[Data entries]
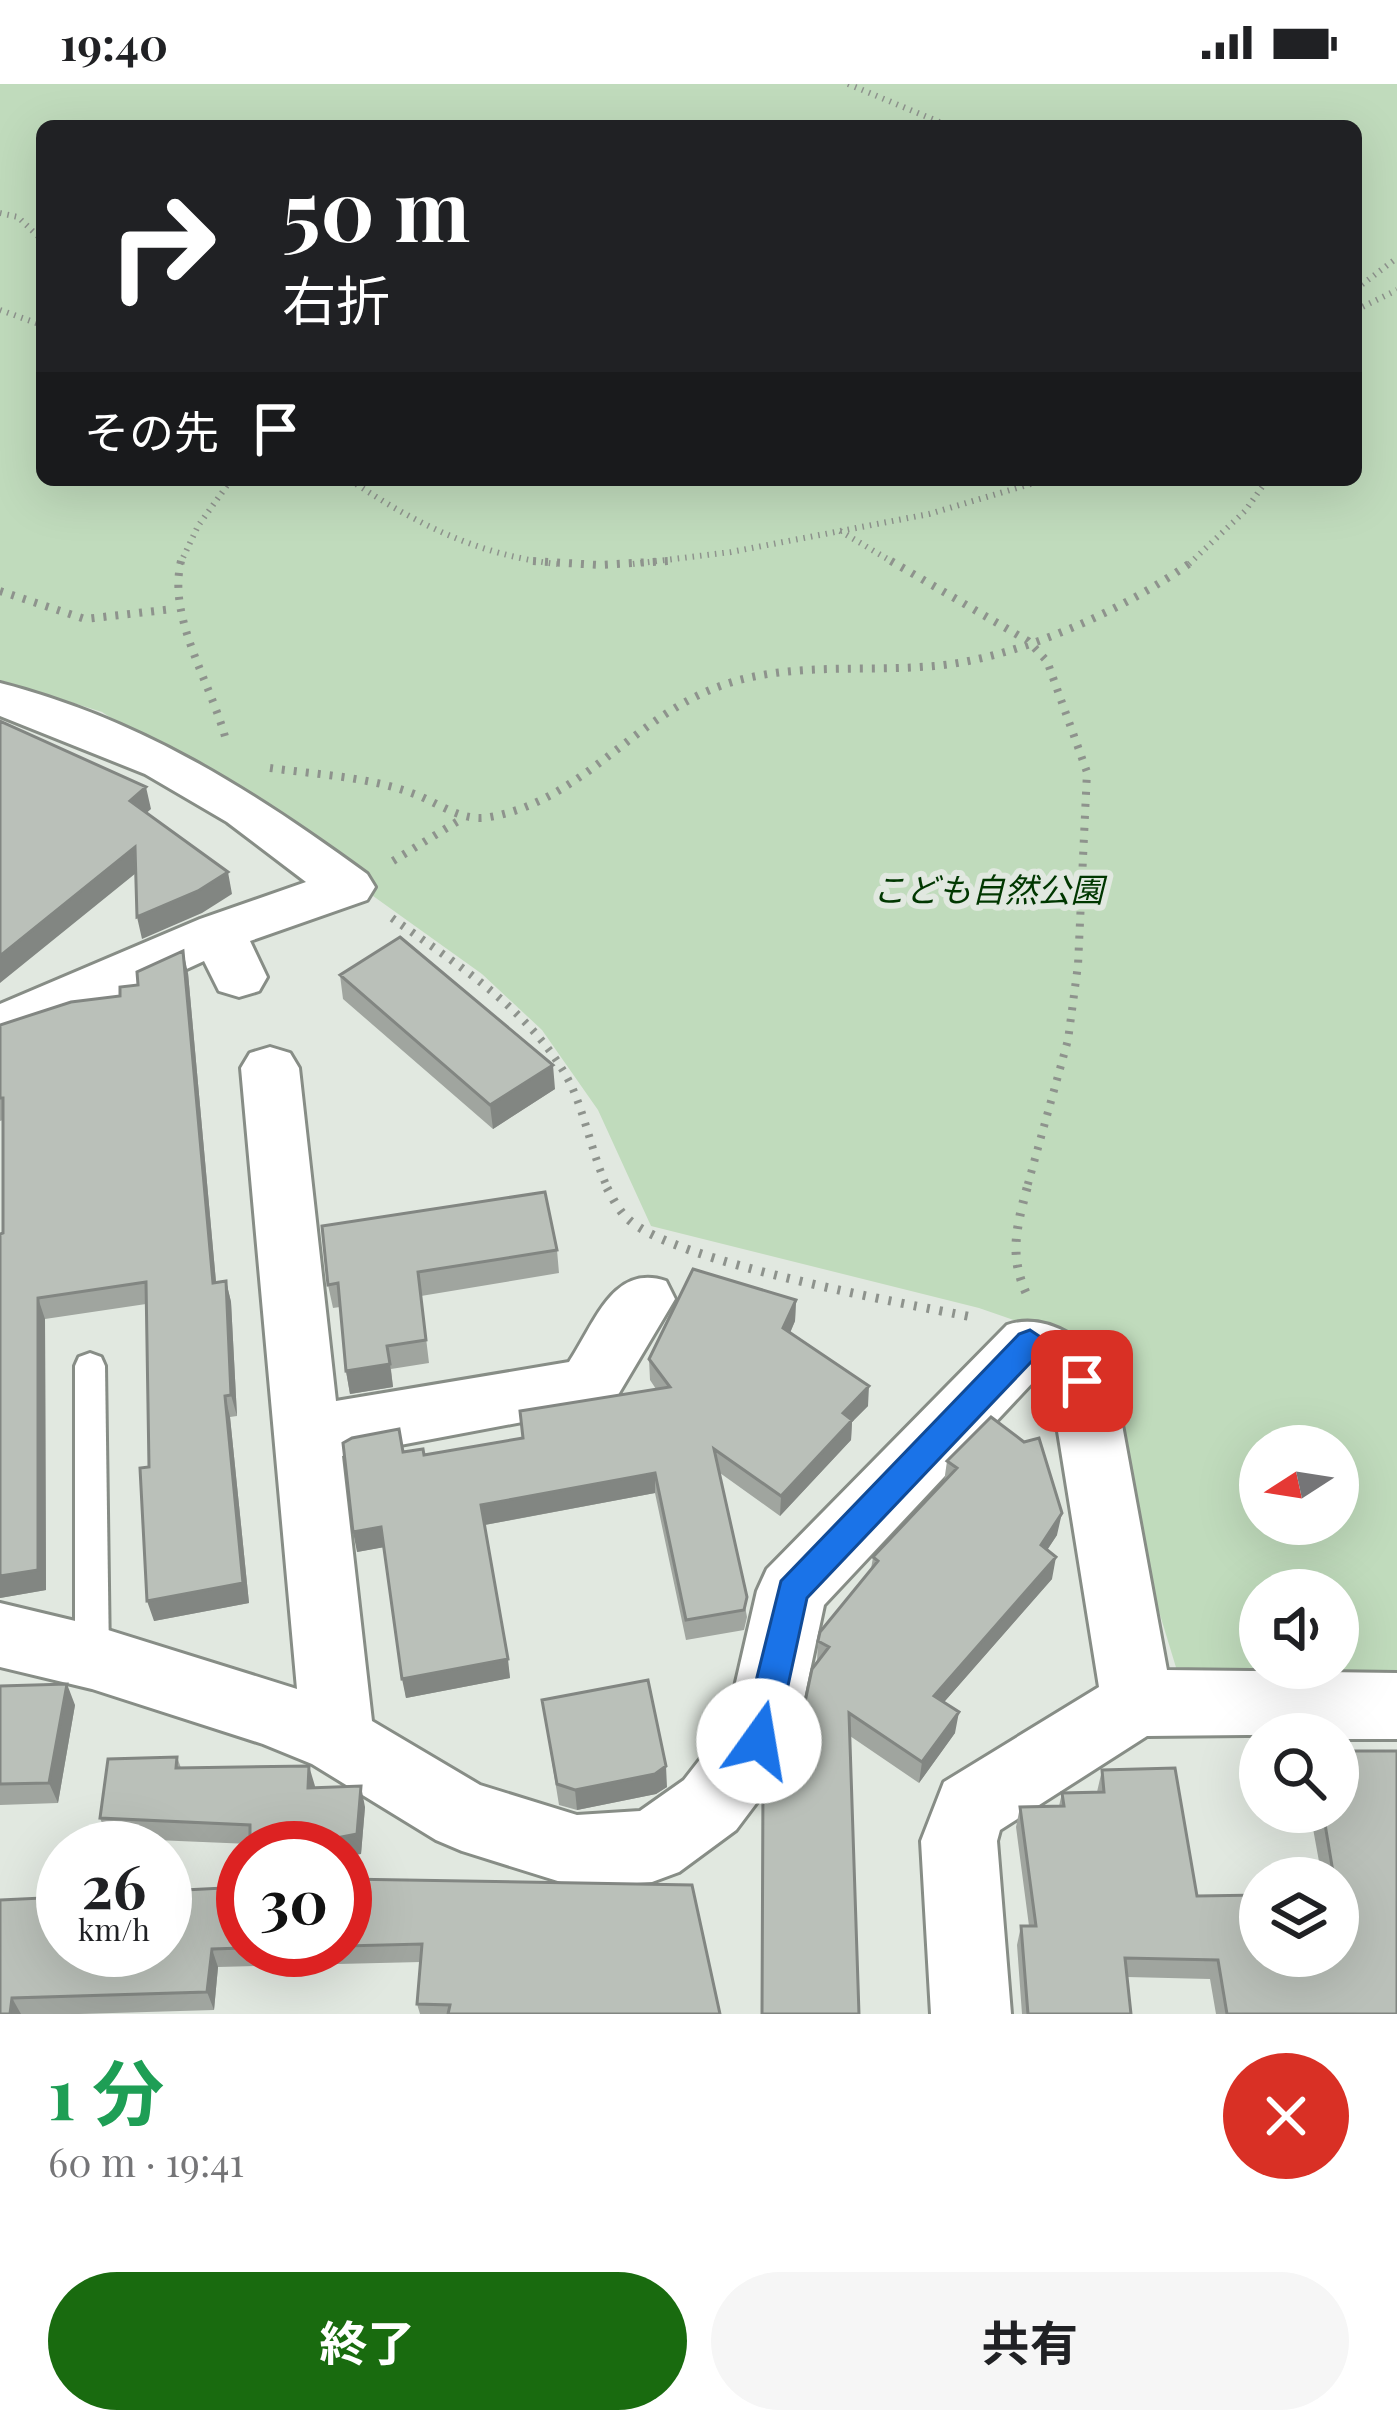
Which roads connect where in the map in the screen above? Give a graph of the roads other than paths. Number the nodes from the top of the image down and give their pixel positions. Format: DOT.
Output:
graph roads {
  1 [pos="0,698"];
  2 [pos="0,1024"];
  3 [pos="270,1068"];
  4 [pos="644,1299"];
  5 [pos="90,1366"];
  6 [pos="308,1435"];
  7 [pos="0,1635"];
  8 [pos="92,1657"];
  9 [pos="1137,1703"];
  10 [pos="1397,1706"];
  11 [pos="338,1740"];
  12 [pos="971,2014"];
  1 -- 2 [label="street"];
  3 -- 6 [label="street"];
  4 -- 6 [label="street"];
  5 -- 8 [label="lane"];
  6 -- 11 [label="street"];
  7 -- 8 [label="street"];
  8 -- 11 [label="street"];
  9 -- 10 [label="street"];
  9 -- 11 [label="street"];
  9 -- 12 [label="street"];
}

### Task statement
Repeat all the data as it stands, dropping any images it holds.

### Exercise response
Which roads connect where in the map in the screen above? Give a graph of the roads other than paths. Number the nodes from the top of the image down and give their pixel positions. Format: DOT.
Output:
graph roads {
  1 [pos="0,698"];
  2 [pos="0,1024"];
  3 [pos="270,1068"];
  4 [pos="644,1299"];
  5 [pos="90,1366"];
  6 [pos="308,1435"];
  7 [pos="0,1635"];
  8 [pos="92,1657"];
  9 [pos="1137,1703"];
  10 [pos="1397,1706"];
  11 [pos="338,1740"];
  12 [pos="971,2014"];
  1 -- 2 [label="street"];
  3 -- 6 [label="street"];
  4 -- 6 [label="street"];
  5 -- 8 [label="lane"];
  6 -- 11 [label="street"];
  7 -- 8 [label="street"];
  8 -- 11 [label="street"];
  9 -- 10 [label="street"];
  9 -- 11 [label="street"];
  9 -- 12 [label="street"];
}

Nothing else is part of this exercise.